Enquanto o governo Bolsonaro estiver no poder, os países europeus e, em particular, França e Alemanha, não apoiarão a postulação brasileira à OCDE. Adiciona-se a esse bloco de resistência, nada mais e nada menos, do que a maior potência do mundo, os EUA de Joe Biden, apesar de suas declarações ambíguas ditadas pelo pragmatismo. Com esse nível de resistência, a narrativa ufanista do governo, do Itamaraty e da nossa delegação em Paris não passará de um lindo sonho de uma noite de verão. Uma história da carochinha.

Presidente brasileiro Jair Bolsonaro fala na Assembleia da ONU Foto: Photo by POOL / AFP

A recente ida do chanceler brasileiro a Paris para participar da reunião da OCDE em nada mudará esse cenário. A recorrente ideia espalhada na mídia de que a possível entrada de alguns países nessa rodada de admissões limparia o trilho para o Brasil ser o próximo da fila é pura falácia. Trata-se de vender uma retórica amadora e distante da realidade dos fatos. A recusa do chanceler francês Jean-Yves Le Drian em receber o seu homólogo brasileiro - embora tenha topado receber todos os demais pedidos de audiência à margem da cúpula ministerial da OCDE, é uma pá de cal na esperança de avanços concretos no pleito brasileiro de ingressar na organização.

Além disso, o pedido de encontro endereçado ao Quai d’Orsay revela incompreensão da atual administração do Itamaraty da realidade política, destoando de uma diplomacia profissional com tradição de respeito e discernimento. As relações bilaterais entre a França e o Brasil tocaram o fundo do poço. Não é preciso ser nenhum gênio para concluir que o governo francês não tem nada a ganhar em receber o chanceler brasileiro. Pelo contrário, seria auferir legitimidade a um governo hostil e a uma diplomacia que se colocou como pária nas relações internacionais, situação de resto evidente inclusive pela completa ausência de interlocução do embaixador brasileiro em Paris junto ao governo francês, sintetizando à perfeição o grau de desapreço do governo Macron para com o governo Bolsonaro.

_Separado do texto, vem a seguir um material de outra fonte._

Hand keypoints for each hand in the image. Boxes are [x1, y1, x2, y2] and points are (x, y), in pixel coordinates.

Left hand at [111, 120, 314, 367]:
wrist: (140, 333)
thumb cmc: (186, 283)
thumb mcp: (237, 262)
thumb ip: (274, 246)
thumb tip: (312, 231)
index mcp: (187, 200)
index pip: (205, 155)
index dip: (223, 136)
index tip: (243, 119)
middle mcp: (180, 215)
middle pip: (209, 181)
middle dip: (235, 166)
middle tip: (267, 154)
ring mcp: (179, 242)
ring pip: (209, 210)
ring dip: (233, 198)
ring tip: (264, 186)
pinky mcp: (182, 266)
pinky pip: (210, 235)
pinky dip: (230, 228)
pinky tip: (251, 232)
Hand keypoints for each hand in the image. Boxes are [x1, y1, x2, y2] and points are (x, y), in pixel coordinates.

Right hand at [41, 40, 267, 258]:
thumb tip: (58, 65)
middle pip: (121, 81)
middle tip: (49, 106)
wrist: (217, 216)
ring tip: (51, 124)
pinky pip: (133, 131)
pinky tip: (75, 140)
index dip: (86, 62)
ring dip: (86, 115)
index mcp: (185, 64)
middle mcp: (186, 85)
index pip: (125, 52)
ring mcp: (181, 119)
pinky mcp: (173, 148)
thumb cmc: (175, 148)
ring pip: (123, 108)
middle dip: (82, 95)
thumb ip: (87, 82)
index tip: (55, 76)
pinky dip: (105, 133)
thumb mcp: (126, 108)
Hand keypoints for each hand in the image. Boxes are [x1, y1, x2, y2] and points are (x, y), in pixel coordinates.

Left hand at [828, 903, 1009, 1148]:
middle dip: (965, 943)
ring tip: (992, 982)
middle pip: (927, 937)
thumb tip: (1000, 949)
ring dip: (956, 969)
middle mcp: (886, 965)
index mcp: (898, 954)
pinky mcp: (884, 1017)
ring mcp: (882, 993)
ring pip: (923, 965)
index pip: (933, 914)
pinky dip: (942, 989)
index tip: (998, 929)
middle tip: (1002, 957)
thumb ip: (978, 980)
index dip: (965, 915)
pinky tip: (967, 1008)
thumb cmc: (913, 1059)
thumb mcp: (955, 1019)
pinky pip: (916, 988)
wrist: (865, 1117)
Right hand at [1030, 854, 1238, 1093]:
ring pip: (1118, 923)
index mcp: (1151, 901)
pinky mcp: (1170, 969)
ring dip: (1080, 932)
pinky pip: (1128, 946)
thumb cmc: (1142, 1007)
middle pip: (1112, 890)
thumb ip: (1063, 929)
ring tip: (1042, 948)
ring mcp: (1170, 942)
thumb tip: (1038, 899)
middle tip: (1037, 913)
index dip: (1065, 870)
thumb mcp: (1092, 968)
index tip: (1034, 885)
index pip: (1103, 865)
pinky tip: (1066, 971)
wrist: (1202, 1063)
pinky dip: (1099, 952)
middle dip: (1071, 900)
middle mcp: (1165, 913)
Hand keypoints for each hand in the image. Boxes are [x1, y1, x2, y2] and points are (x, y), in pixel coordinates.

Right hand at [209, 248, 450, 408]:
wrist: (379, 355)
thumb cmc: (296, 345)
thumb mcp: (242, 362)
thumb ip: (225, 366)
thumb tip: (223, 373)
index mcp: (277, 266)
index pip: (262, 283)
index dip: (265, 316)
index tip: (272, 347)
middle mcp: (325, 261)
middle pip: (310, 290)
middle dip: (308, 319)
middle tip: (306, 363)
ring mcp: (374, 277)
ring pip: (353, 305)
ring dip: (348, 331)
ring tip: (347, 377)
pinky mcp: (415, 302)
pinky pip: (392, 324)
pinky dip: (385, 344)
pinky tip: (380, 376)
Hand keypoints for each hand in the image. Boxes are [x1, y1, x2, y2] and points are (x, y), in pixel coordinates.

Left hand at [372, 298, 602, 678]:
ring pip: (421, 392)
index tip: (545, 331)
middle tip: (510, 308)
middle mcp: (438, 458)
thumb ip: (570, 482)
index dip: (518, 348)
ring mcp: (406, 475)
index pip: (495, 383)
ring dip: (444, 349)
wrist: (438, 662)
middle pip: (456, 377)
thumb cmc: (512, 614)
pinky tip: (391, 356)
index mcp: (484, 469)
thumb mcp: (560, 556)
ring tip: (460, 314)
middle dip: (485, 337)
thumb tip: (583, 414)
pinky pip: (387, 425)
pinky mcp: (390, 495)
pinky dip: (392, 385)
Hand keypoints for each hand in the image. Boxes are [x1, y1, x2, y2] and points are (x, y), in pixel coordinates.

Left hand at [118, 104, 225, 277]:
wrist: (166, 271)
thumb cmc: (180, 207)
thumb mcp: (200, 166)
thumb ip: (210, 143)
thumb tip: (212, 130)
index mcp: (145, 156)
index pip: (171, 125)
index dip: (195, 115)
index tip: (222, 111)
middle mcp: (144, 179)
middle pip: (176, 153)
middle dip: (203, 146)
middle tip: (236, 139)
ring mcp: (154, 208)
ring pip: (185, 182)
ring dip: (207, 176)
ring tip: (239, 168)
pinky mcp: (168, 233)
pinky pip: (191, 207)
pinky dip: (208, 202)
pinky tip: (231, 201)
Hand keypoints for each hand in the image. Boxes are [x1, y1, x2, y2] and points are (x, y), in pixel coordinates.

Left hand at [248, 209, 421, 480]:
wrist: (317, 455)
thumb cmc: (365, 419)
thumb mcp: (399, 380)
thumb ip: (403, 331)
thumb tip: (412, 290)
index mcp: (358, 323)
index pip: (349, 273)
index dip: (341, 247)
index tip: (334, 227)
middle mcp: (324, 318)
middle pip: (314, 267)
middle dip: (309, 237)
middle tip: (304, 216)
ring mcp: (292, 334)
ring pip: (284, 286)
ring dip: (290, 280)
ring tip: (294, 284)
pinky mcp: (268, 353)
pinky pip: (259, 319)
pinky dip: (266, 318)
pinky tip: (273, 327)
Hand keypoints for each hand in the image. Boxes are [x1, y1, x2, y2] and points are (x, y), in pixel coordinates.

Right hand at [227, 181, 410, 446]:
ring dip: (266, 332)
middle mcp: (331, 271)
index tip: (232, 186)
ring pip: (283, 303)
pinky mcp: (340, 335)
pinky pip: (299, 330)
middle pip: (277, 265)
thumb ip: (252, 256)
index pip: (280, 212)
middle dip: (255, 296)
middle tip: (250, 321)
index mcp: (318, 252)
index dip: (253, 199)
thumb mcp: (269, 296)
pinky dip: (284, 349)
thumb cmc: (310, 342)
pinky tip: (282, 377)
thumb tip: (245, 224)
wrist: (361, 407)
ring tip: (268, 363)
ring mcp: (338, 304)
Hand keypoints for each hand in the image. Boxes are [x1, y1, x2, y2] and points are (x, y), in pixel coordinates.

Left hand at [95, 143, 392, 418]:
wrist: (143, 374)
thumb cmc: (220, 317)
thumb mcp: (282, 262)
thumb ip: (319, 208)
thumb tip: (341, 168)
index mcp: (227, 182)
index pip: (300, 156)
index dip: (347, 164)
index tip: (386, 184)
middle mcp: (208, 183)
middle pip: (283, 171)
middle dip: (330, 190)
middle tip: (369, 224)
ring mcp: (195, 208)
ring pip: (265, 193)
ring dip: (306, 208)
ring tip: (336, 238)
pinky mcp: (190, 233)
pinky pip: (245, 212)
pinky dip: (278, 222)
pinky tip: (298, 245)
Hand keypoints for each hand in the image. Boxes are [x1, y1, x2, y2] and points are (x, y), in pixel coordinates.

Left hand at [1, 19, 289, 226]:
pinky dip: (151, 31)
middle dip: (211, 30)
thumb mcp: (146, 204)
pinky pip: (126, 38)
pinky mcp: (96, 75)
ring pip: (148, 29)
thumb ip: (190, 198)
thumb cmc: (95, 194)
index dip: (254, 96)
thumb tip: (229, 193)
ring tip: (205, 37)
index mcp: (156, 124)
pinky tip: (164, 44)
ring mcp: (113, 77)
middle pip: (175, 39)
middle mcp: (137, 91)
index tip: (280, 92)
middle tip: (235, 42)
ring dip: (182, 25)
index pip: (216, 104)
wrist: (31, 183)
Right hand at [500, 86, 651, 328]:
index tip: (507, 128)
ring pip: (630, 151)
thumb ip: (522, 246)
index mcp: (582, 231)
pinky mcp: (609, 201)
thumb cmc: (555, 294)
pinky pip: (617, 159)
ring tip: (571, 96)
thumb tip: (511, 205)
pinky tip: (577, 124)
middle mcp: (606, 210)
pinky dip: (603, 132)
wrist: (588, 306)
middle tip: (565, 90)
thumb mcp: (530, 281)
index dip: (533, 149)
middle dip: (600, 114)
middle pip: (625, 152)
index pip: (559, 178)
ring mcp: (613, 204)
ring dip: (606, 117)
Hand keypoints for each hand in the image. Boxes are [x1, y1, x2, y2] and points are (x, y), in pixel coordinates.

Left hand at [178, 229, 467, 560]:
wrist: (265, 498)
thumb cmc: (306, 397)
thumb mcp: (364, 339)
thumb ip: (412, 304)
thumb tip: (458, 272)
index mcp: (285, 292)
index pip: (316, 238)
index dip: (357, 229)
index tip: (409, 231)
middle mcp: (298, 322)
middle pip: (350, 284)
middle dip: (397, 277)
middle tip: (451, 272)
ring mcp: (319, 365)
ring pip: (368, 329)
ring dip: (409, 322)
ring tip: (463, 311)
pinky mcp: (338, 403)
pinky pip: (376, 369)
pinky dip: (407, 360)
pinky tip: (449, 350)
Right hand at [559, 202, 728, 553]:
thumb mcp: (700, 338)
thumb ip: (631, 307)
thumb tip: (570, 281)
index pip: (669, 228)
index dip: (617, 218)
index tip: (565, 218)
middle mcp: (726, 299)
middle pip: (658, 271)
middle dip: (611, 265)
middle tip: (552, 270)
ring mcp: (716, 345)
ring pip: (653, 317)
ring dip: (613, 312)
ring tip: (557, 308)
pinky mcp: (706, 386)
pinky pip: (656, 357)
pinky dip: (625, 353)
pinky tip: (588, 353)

Emmanuel Macron, presidente da França, e Jair Bolsonaro, presidente do Brasil Foto: Clauber Cleber Caetano/PR

Inconsequente e sem faro político, ao pedir a audiência com o ministro das relações exteriores da França, o governo tentou passar uma borracha na humilhação imposta ao ministro do exterior francês por Bolsonaro, que cancelou o encontro bilateral para cortar o cabelo numa "live" transmitida pela internet. Um ato de agressividade diplomática incomensurável. Pior do que a passada de borracha, foi não levar em consideração o tremendo impacto negativo que representou a acolhida, em dezembro passado, no Palácio do Planalto, de Nicolas Dupont-Aignan, político da extrema direita francesa do partido Debout La France, pelo mandatário brasileiro. Imaginar que esses dois atos não entrariam no cálculo de Paris e no cômputo negativo das relações entre os dois governos é inconcebível - o governo e o chanceler brasileiro ficaram despidos em praça pública.

Já no que diz respeito à Conferência da Nações Unidas para a Mudança do Clima (COP-26), a realizar-se em novembro próximo, em Glasgow, o Brasil entra em campo como vilão mundial do meio ambiente. Da COP-25, na Espanha, para a COP-26, na Escócia, nada mudou para melhor. O desmatamento não refluiu, assim como o desmonte do aparato de fiscalização segue na mesma toada.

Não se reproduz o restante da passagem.